Legnini ricorda tuttavia che "spetta al ministro della giustizia e al procuratore generale della Cassazione valutare se sussistono o meno i presupposti per l'esercizio dell'azione disciplinare".

Cosa dice la Guardia Costiera
La presenza delle navi delle Ong davanti alla Libia non rappresenta un "pull factor", un "fattore di attrazione" per i trafficanti di esseri umani. Lo ha detto il capo del reparto operazioni della Guardia Costiera, Nicola Carlone, il 3 maggio in un'audizione davanti al Comitato parlamentare di controllo sull'attuazione dell'Accordo di Schengen: "Spesso la loro presenza non dà impulso alle partenze".

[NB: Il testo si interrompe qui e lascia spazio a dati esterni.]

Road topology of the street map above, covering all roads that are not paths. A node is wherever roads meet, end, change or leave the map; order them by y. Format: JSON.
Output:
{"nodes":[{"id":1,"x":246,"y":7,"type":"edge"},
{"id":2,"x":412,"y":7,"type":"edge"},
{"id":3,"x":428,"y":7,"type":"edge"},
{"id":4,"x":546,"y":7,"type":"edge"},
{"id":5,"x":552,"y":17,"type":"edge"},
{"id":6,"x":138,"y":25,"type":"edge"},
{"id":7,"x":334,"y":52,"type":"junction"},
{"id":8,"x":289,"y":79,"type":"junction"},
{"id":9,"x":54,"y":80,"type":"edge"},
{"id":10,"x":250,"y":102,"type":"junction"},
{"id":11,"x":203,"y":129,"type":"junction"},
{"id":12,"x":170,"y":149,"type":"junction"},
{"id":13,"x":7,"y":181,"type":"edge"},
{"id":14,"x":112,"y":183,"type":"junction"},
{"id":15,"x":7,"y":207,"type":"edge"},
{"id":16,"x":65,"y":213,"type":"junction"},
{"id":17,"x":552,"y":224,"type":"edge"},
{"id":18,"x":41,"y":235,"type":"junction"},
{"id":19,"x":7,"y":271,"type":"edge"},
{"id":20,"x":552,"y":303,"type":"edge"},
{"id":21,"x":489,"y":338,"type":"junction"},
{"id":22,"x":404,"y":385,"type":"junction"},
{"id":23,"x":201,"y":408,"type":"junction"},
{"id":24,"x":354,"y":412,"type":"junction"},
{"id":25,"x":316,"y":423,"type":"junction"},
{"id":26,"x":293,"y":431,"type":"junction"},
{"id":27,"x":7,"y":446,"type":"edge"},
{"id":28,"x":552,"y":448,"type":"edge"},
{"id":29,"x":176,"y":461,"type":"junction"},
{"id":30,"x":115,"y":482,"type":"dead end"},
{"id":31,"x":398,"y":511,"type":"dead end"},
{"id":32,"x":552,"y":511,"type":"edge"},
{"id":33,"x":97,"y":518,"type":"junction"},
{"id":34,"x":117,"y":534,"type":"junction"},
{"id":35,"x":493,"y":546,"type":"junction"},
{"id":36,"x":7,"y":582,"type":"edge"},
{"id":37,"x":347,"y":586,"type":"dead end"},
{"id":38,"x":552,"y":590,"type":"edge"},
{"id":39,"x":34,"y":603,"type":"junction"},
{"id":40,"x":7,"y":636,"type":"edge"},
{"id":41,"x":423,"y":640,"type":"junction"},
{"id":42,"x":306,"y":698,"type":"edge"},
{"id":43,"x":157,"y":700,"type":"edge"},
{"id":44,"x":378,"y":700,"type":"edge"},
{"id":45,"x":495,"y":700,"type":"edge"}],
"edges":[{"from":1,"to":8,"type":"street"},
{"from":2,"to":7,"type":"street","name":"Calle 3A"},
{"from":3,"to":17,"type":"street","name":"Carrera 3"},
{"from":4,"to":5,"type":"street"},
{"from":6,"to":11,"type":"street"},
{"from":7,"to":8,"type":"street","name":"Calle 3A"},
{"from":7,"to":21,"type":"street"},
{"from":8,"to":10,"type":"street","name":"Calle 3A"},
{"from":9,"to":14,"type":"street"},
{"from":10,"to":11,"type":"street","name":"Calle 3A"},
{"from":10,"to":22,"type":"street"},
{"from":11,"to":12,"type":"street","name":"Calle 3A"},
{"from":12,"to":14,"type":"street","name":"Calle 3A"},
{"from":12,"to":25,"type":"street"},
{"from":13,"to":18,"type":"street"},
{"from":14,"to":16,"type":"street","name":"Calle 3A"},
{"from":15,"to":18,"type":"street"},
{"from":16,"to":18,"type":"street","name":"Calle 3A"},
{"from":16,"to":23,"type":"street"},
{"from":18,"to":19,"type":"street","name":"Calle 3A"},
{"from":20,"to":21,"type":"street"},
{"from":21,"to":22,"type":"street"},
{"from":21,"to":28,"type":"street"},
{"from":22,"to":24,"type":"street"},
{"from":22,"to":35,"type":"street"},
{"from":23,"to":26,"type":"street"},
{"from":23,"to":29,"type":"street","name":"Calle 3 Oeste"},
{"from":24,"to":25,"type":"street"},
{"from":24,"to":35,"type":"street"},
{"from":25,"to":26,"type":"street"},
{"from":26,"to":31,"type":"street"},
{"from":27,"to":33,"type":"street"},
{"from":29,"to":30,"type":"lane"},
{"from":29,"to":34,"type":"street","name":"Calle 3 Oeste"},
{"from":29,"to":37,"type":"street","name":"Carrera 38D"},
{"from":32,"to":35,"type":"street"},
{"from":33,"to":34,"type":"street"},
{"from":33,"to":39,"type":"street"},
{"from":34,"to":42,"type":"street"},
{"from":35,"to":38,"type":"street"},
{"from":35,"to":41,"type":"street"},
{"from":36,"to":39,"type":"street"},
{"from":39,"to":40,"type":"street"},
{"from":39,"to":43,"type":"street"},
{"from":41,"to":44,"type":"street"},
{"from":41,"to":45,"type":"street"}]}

Carlone ha detto che nel 2016 il 26% degli interventi sono stati fatti dalle Ong. Ma ha spiegato che se è vero che il numero delle navi delle Ong è passato dall'unica impegnata nel 2014 alle 12 attualmente operative, "non c'è mai stata la presenza contemporanea di tutte le navi nell'area di ricerca e soccorso". In ogni caso, non è questa presenza a far partire i migranti. "In questi giorni c'è mare tranquillo, abbiamo diverse navi in mare e non succede nulla. Il traffico viene regolato a terra, sono le organizzazioni che decidono" a prescindere da meteo e presenze in mare.

L'ammiraglio di divisione Donato Marzano, comandante in capo della Squadra navale (Cincnav) della Marina militare, di fronte alla commissione Difesa del Senato ha affermato: "Non posso escludere che in qualche operazione di soccorso Ong siano entrate in acque territoriali libiche, ma di attraccate a Tripoli non me ne risultano". E ancora: "Evidenzio che non risultano chiamate di soccorso alla centrale operativa di questo comando da parte delle Ong e che non esistono evidenze di manovre o attività ad opera delle Ong che abbiamo costituito intralcio allo svolgimento delle operazioni della squadra navale nell'area". 

La posizione delle Ong
Dalle Ong si leva un coro di proteste. Save the Children, tramite il suo direttore generale Valerio Neri chiede che, "se ci sono prove rispetto alle gravissime accuse nelle operazioni o nelle fonti di finanziamento delle Ong che operano nel Mediterraneo emergano quanto prima", denunciando "un generale clima di sfiducia di cui rischiano di farne le spese bambini, donne e uomini in fuga". 

Regina Catambrone, fondatrice di Moas, l'Ong maltese su cui si leva più affilata la lama del sospetto, accusa: "Questi politici stanno facendo campagna elettorale sulla morte delle persone".